One can see that α* is equivalent to α{0,}, α+ is equivalent to α{1,}, and α? is equivalent to α{0,1}.

Minimal closures +?, *?, {m,n }?, and {m, }?

+, *, {m,n } and {m, } are greedy: a pattern followed by one of them will match all the occurrences possible. The corresponding minimal closures +?, *?, {m,n}?, and {m,}? match the smallest number of occurrences that allows the next expression to match.

Pattern Matches
.*z All of azazaz
.*?z The first az only, in azazaz.

Minimal closures do not add any power to regular expressions, but can be much more convenient than writing the corresponding pattern without them.

Parenthesized strings match themselves, without the parentheses

Parentheses are used in perl and most other regular expression languages to mark off a pattern that is matched as a unit.

Pattern Matches
(abc) abc

Precedence of evaluation

The prefix escape operator \ always applies to the next character (if that is a character that can be escaped). It binds most tightly of all the operators.

The postfix operators *, +, ?, and {} apply to the pattern that immediately precedes them. They bind next most tightly.

Catenation (listing one pattern after another) binds next most tightly.

The alternation operator | binds least tightly.

Parentheses force matching of everything inside before the parenthesized pattern can be combined with anything outside.

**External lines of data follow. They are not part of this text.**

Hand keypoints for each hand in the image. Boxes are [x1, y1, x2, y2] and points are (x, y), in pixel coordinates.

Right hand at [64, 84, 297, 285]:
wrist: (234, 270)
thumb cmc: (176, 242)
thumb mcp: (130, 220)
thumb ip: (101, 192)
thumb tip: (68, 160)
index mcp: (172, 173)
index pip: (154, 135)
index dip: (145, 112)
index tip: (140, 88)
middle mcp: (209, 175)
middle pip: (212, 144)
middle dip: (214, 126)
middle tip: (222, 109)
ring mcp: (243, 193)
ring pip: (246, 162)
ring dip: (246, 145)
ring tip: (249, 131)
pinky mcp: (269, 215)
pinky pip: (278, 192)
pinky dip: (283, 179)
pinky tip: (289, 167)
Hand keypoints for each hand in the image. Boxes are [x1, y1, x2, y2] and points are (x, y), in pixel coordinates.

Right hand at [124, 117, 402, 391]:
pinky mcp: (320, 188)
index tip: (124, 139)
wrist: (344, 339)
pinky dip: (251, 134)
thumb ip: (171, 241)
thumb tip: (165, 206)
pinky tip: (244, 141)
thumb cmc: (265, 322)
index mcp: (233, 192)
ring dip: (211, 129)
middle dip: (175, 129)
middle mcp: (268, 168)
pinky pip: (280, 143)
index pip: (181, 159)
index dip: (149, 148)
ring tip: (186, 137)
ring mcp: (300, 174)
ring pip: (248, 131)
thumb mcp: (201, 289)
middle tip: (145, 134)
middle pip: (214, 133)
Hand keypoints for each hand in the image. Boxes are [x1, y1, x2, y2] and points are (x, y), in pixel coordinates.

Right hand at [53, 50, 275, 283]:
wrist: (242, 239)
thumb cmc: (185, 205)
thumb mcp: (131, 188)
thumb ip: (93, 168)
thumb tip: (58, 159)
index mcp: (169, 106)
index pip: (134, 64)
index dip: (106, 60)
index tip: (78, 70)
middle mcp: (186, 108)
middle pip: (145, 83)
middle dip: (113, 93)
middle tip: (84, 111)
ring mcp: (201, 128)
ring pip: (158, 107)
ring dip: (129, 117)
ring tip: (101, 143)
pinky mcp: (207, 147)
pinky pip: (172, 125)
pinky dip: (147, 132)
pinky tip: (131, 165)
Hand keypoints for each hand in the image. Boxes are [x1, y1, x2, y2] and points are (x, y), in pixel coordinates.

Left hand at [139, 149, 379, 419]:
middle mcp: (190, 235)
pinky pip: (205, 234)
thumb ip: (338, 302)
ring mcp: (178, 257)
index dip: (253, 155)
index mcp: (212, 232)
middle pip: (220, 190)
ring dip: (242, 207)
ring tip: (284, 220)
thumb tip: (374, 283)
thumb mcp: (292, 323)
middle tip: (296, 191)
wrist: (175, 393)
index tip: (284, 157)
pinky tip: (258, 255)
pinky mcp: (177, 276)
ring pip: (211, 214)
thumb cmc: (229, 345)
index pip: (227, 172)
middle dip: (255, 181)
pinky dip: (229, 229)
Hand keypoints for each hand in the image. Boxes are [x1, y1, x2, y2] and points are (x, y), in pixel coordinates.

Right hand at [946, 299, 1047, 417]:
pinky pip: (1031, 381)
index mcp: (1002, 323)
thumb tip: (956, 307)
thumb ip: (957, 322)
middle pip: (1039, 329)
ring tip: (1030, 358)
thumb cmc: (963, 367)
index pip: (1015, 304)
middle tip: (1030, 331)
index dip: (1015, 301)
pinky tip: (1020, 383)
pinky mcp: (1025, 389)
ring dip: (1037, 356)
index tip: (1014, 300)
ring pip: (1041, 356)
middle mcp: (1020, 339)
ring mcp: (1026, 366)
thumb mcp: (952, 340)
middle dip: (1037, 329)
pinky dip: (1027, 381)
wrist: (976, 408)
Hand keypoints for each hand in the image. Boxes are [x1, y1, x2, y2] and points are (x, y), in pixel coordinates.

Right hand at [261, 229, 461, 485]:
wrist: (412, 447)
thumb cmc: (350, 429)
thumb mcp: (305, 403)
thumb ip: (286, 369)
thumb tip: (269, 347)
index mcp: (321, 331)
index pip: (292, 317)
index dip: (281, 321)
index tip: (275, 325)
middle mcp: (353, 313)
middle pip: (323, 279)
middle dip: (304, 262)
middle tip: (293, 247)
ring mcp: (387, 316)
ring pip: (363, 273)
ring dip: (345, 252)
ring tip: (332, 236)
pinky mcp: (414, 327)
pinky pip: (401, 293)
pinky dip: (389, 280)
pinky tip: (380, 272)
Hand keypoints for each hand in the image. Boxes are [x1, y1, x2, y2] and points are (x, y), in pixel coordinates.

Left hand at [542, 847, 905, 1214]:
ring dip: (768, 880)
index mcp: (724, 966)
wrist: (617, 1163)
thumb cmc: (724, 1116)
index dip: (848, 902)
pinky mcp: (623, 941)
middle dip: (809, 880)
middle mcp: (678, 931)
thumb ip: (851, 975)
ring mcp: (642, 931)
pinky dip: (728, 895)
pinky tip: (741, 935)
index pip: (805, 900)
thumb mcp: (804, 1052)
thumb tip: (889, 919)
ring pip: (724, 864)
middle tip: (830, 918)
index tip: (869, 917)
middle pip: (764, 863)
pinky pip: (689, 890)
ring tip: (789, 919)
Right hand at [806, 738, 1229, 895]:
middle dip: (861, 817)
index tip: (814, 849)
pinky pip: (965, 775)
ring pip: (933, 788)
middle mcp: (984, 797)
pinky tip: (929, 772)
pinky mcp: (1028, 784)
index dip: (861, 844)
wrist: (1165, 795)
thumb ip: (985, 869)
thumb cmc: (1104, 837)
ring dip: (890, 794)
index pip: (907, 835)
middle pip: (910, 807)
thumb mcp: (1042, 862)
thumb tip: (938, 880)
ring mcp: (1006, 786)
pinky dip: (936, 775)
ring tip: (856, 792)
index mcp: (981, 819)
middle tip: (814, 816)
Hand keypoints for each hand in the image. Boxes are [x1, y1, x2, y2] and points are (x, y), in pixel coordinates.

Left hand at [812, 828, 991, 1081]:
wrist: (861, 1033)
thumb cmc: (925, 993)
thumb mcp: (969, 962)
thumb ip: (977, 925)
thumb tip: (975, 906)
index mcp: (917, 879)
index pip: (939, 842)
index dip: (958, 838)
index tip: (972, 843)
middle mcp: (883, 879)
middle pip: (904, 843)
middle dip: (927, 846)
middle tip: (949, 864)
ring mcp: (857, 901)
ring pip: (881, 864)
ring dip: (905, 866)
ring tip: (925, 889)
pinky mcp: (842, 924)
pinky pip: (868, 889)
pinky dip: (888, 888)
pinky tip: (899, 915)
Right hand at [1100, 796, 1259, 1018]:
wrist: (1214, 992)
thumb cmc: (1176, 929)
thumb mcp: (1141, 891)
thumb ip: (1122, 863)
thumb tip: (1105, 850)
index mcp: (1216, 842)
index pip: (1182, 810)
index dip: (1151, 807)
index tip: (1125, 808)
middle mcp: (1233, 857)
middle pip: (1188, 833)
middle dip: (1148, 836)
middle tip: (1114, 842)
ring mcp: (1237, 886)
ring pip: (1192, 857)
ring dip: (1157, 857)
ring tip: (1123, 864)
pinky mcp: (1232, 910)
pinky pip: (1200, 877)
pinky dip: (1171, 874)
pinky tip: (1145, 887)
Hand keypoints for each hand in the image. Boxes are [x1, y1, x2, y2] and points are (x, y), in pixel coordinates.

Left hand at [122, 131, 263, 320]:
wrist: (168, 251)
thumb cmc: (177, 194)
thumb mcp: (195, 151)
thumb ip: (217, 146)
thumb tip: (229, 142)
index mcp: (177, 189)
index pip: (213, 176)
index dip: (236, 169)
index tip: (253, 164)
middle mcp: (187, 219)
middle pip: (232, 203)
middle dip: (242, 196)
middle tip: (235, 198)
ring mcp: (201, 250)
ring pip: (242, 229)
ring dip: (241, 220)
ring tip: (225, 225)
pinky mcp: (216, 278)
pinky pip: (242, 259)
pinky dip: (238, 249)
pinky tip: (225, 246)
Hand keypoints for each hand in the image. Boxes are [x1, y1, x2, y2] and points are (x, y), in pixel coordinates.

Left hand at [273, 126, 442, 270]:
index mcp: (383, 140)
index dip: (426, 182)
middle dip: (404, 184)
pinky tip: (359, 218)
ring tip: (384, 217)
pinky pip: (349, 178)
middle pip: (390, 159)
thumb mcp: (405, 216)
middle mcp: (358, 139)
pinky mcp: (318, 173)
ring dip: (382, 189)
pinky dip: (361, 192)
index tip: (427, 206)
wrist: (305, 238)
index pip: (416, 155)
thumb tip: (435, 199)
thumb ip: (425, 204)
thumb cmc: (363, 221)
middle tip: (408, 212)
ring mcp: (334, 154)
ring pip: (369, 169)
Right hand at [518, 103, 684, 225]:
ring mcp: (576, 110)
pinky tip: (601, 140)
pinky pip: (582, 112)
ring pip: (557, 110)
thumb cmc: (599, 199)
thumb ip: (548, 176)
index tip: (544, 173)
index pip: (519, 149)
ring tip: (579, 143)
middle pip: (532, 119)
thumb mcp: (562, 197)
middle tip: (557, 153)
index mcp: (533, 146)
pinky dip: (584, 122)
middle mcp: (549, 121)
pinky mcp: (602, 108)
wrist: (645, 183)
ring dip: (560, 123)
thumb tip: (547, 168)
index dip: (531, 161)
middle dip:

Pattern Matches Does not match Why
\.+ . or .. oror so on a or aa or so on \ binds more tightly than +
ab* a or ab or abb or so on ε or abab or so on * binds more tightly than catenation
(ab)* ε or abab or so on The parentheses force ab to match as a unit
ab|cd ab or cd abd or acd catenation | binds more tightly than alternation
(ab)|(cd) ab or cd The parentheses force ab and cd to match as units

Context

Some regular expression languages contain operators that indicate context, but do not match any characters.

^ and $ as line context

^ at the beginning of a pattern matches the beginning of a line, and $ at the end of a pattern matches the end of a line. ^ and $ do not match any specific line-starting or line-ending character (such as newline), they merely indicate the context of the pattern that contains them.

Pattern Matches
^a a but only if it begins a line
b$ b but only if it ends a line
^c$ c but only if it is an entire line
^\^ ^ but only if it begins a line
^\^\$$ ^$ but only if they are an entire line

Perl (but not the other languages) also have \A that matches the beginning of the entire input, and \Z that matches the end.

Word context

perl provides \b which matches the empty string either at the beginning or the end of a word. The corresponding \B matches empty strings that are not at word boundaries.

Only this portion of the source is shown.